Over 3,500 petabytes of data roaming traffic will be created by consumer mobile devices by 2026, according to research from roaming consultancy firm Kaleido Intelligence.
Data roaming traffic will exceed pre-pandemic levels in 2023 according to the research, despite declines in 2020 and 2021 due to work from home orders and pandemic restrictions.
The research said cheaper roaming bundles, increasing data usage, and the introduction of Roam-Like-at-Home (RLAH) to new travel zones will drive traffic to pre-pandemic levels as early as 2023, representing a 56 per cent increase over 2019 levels.
The research also predicts a 30 per cent average annual growth rate for cellular IoT roaming traffic between 2020 and 2026.
However, the research predicts ongoing production and supply chain issues will mean components are in short supply across a variety of segments.

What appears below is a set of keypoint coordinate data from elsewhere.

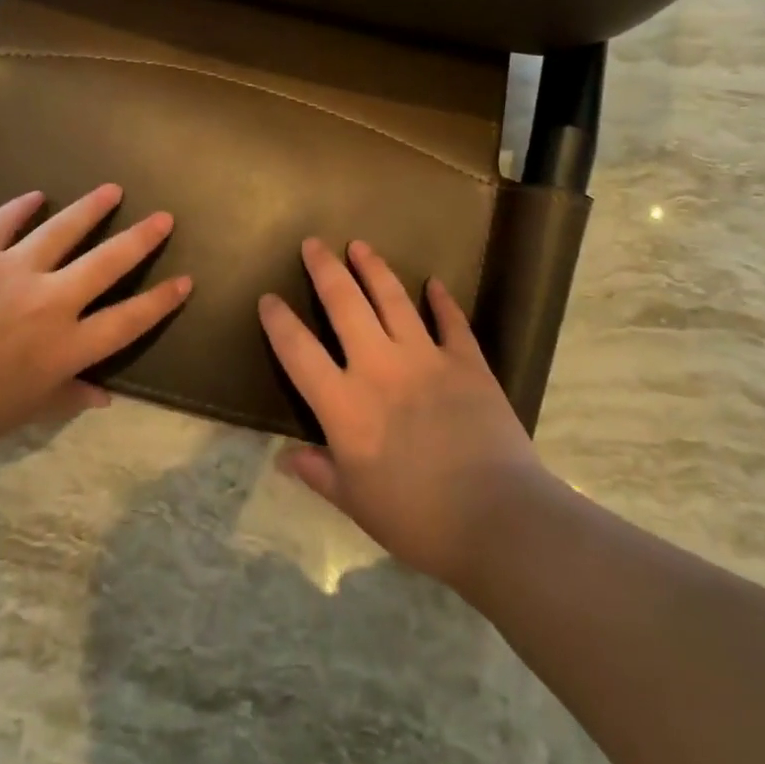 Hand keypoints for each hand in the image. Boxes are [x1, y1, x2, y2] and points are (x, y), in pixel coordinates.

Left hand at [0, 184, 188, 454]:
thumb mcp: (15, 415)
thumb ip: (63, 398)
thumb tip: (103, 395)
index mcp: (63, 347)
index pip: (127, 321)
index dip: (160, 301)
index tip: (185, 281)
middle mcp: (49, 301)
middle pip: (108, 263)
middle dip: (141, 239)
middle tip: (163, 218)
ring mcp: (12, 270)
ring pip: (63, 230)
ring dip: (91, 209)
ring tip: (113, 190)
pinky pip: (4, 221)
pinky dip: (22, 207)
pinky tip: (35, 195)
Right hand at [259, 238, 546, 586]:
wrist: (496, 519)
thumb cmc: (417, 520)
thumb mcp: (356, 504)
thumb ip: (319, 473)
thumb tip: (285, 457)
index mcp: (344, 405)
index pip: (299, 352)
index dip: (279, 322)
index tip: (267, 298)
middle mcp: (379, 368)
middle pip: (345, 305)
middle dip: (325, 270)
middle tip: (313, 243)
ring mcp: (426, 358)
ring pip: (393, 299)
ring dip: (374, 268)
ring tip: (360, 245)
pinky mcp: (467, 362)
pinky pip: (451, 321)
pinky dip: (442, 300)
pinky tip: (434, 283)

The research said that cellular IoT module shipments saw a relatively weak 2020, but this year has seen strong demand for modules, and several vendors who spoke to Kaleido reported increased demand in terms of smart metering, industrial, and healthcare applications.
Although Kaleido expects that the growth of cellular IoT module shipments will likely be constrained over the next 3 years due to the ongoing chipset crisis, it predicted overall cellular IoT roaming connections will reach over 850 million in 2025.

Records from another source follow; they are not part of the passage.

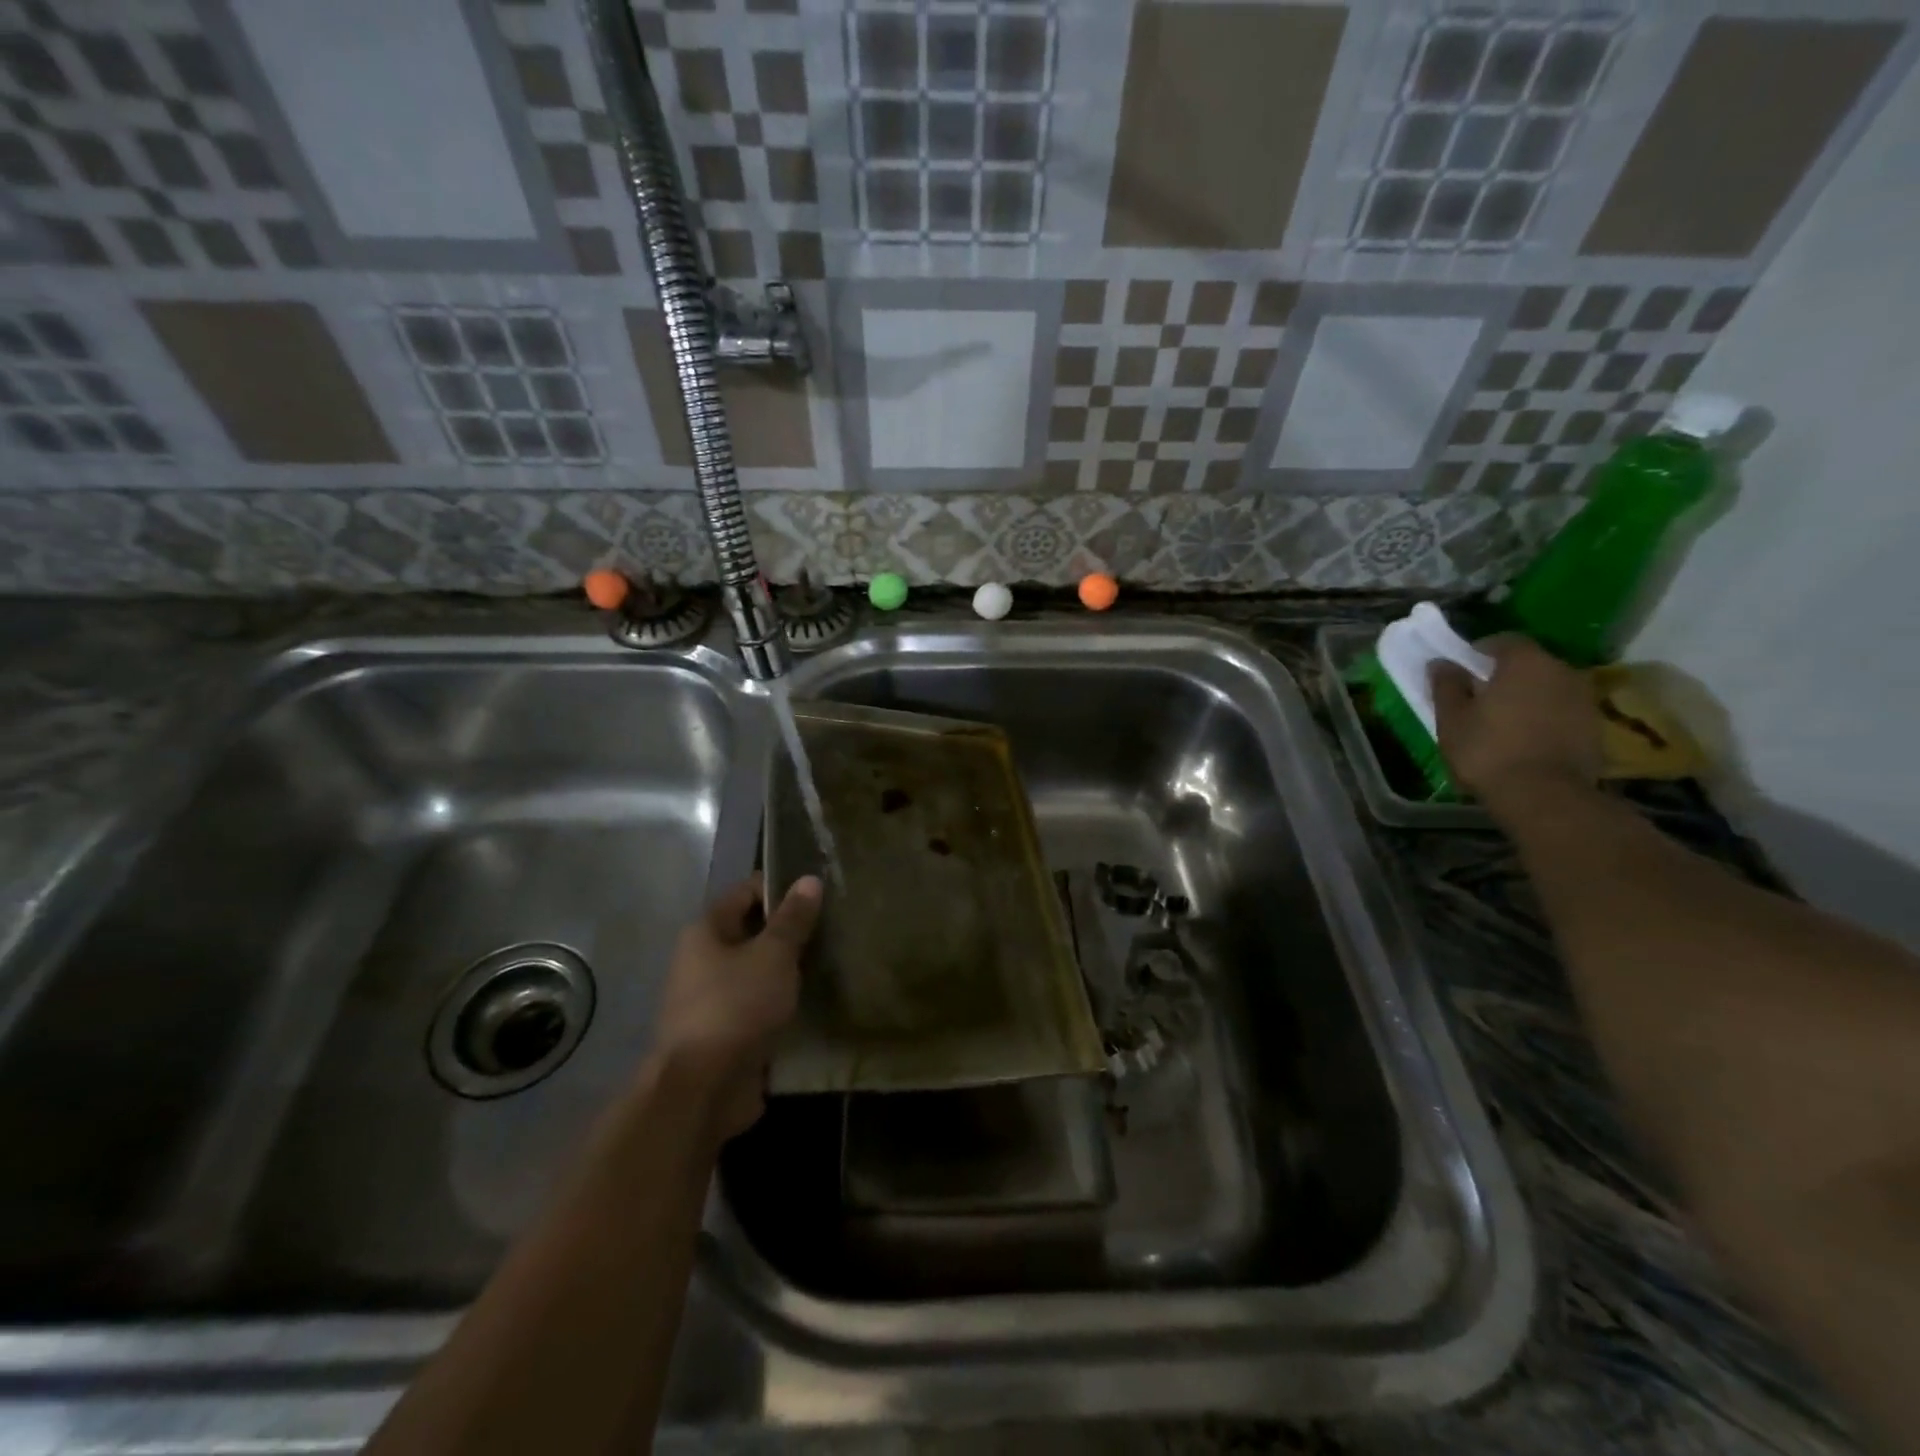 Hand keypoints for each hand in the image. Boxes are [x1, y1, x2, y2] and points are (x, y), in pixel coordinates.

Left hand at [652, 874, 821, 1140]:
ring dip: (785, 970)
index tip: (819, 895)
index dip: (781, 888)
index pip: (746, 892)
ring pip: (755, 972)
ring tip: (828, 964)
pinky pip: (756, 1006)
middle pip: (750, 932)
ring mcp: (709, 1000)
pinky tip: (811, 1003)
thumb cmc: (736, 1007)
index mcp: (705, 931)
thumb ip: (792, 919)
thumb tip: (809, 879)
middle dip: (788, 932)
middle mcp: (700, 960)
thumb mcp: (773, 955)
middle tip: (831, 930)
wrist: (702, 1090)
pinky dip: (779, 1003)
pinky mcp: (722, 1034)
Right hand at [1431, 637, 1600, 808]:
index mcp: (1525, 662)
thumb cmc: (1487, 751)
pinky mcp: (1595, 727)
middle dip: (1506, 674)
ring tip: (1504, 721)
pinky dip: (1545, 717)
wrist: (1544, 796)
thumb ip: (1446, 686)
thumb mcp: (1452, 719)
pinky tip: (1526, 739)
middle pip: (1530, 663)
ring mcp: (1584, 699)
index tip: (1463, 670)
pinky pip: (1562, 711)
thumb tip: (1441, 663)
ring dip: (1528, 696)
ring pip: (1548, 687)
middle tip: (1480, 696)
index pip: (1503, 641)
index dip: (1480, 652)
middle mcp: (1562, 671)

In addition, the research predicted that by 2026 over 80 per cent of the installed base of permanently roaming IoT connections are forecast to be accounted for by devices consuming less than 10MB per month, with Low-power wide-area (LPWAN) technologies such as NB-IoT and LTE-M providing critical support for these types of applications.
LPWAN is a type of wireless telecommunication wide area network (WAN) that interconnects low-bandwidth, battery-powered devices with low bit rates.
“Even as demand for Over-the-air programming (OTA) programmable SIMs grows to support deployment flexibility, roaming remains a critical tool to support global IoT connectivity,” Steffen Sorrell, research lead at Kaleido Intelligence. “The major challenge for the industry moving ahead will be monetisation.”
He added: “Service providers must adapt to support non-traffic-based billing in a manner that proves a win-win for wholesale suppliers and retail customers”.